Kaldi-help

2,908 views
Skip to first unread message

Patrice Yemmene

unread,
Jun 23, 2017, 1:18:58 AM6/23/17
to kaldi-help, Daniel Povey, Chiang, Chi-Lung
 Dear Dan,

Below are the results I am getting. Much better now, but I still need some guidance:

In the test and train folder in kaldi-trunk/egs/digits/data,  there is the same data in their respective utt2spk files. However, after I run the script, the data is wiped out of the utt2spk file in the train folder. This is why the  "Invalid line in utt2spk file:" error message is being thrown out. I am curious how to fix this.


Also, for the features extraction mono training as well as  MAKING G.fst , I am curious what I may have done wrong.

Any help would be appreciated.

Thank you





===== PREPARING ACOUSTIC DATA =====

Invalid line in utt2spk file:  
Invalid line in utt2spk file:  

===== FEATURES EXTRACTION =====

steps/make_mfcc.sh --nj 1 --cmd run.pl data/train exp/make_mfcc/train mfcc
utils/validate_data_dir.sh: empty file spk2utt
steps/make_mfcc.sh --nj 1 --cmd run.pl data/test exp/make_mfcc/test mfcc
utils/validate_data_dir.sh: empty file spk2utt
steps/compute_cmvn_stats.sh data/train exp/make_mfcc/train mfcc
make_cmvn.sh: no such file data/train/feats.scp
steps/compute_cmvn_stats.sh data/test exp/make_mfcc/test mfcc
make_cmvn.sh: no such file data/test/feats.scp

===== PREPARING LANGUAGE DATA =====

utils/prepare_lang.sh data/local/dict <UNK> data/local/lang data/lang
Checking data/local/dict/silence_phones.txt ...
--> reading data/local/dict/silence_phones.txt
--> data/local/dict/silence_phones.txt is OK

Checking data/local/dict/optional_silence.txt ...
--> reading data/local/dict/optional_silence.txt
--> data/local/dict/optional_silence.txt is OK

Checking data/local/dict/nonsilence_phones.txt ...
--> reading data/local/dict/nonsilence_phones.txt
--> ERROR: empty line in data/local/dict/nonsilence_phones.txt (line 18)
--> ERROR: empty line in data/local/dict/nonsilence_phones.txt (line 19)
--> ERROR: empty line in data/local/dict/nonsilence_phones.txt (line 20)

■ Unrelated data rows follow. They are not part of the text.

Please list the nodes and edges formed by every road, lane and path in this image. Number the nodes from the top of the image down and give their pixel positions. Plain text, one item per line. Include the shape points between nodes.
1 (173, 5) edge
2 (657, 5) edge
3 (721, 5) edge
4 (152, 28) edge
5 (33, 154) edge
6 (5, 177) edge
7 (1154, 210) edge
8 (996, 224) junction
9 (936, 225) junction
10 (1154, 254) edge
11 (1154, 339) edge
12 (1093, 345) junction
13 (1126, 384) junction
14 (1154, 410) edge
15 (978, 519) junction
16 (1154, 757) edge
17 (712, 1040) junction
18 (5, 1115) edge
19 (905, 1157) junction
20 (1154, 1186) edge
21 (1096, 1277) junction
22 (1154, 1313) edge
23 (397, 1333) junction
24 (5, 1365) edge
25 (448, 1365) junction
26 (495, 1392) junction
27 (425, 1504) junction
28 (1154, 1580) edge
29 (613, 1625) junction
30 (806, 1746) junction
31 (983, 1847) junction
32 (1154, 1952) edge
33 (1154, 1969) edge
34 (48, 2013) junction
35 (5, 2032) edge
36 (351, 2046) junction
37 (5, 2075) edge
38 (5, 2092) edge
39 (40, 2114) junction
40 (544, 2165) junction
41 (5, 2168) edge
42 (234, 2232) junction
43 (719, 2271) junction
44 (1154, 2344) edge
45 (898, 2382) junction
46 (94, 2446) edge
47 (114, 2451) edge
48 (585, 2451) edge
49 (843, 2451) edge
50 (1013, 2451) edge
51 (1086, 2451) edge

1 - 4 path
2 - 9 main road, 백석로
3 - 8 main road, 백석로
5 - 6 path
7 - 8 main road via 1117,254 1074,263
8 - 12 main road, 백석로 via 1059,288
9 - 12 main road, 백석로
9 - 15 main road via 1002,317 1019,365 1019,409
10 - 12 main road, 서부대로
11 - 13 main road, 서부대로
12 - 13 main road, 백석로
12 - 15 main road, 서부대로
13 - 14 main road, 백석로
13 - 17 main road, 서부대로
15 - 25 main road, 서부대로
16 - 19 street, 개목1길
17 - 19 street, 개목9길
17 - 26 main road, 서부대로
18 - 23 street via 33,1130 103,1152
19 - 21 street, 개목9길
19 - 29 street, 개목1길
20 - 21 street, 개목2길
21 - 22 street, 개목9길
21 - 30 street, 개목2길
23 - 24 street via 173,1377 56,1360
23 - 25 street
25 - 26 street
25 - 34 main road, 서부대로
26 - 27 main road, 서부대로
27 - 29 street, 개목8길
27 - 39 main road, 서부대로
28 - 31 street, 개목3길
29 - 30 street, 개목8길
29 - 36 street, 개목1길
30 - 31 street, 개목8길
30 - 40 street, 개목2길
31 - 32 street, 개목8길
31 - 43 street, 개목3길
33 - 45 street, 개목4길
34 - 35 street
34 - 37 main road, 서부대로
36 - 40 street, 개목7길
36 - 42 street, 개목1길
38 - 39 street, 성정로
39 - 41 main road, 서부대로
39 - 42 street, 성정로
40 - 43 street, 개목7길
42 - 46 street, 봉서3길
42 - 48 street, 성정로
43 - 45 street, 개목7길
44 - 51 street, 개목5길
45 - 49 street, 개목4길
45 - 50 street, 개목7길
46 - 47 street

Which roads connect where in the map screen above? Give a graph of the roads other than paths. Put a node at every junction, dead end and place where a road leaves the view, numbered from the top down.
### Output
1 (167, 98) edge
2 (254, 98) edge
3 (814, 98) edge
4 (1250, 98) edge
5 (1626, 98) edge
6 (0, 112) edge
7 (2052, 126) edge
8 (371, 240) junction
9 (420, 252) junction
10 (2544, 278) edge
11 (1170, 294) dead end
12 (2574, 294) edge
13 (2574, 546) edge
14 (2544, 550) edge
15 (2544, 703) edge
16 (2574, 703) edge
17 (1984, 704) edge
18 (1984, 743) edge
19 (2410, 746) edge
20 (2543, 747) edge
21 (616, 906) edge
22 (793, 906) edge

Checking disjoint: silence_phones.txt, nonsilence_phones.txt
--> disjoint property is OK.

Checking data/local/dict/lexicon.txt
--> reading data/local/dict/lexicon.txt
--> ERROR: data/local/dict/lexicon.txt contains Carriage Return (^M) characters.

Checking data/local/dict/extra_questions.txt ...
--> data/local/dict/extra_questions.txt is empty (this is OK)
--> ERROR validating dictionary directory data/local/dict (see detailed error messages above)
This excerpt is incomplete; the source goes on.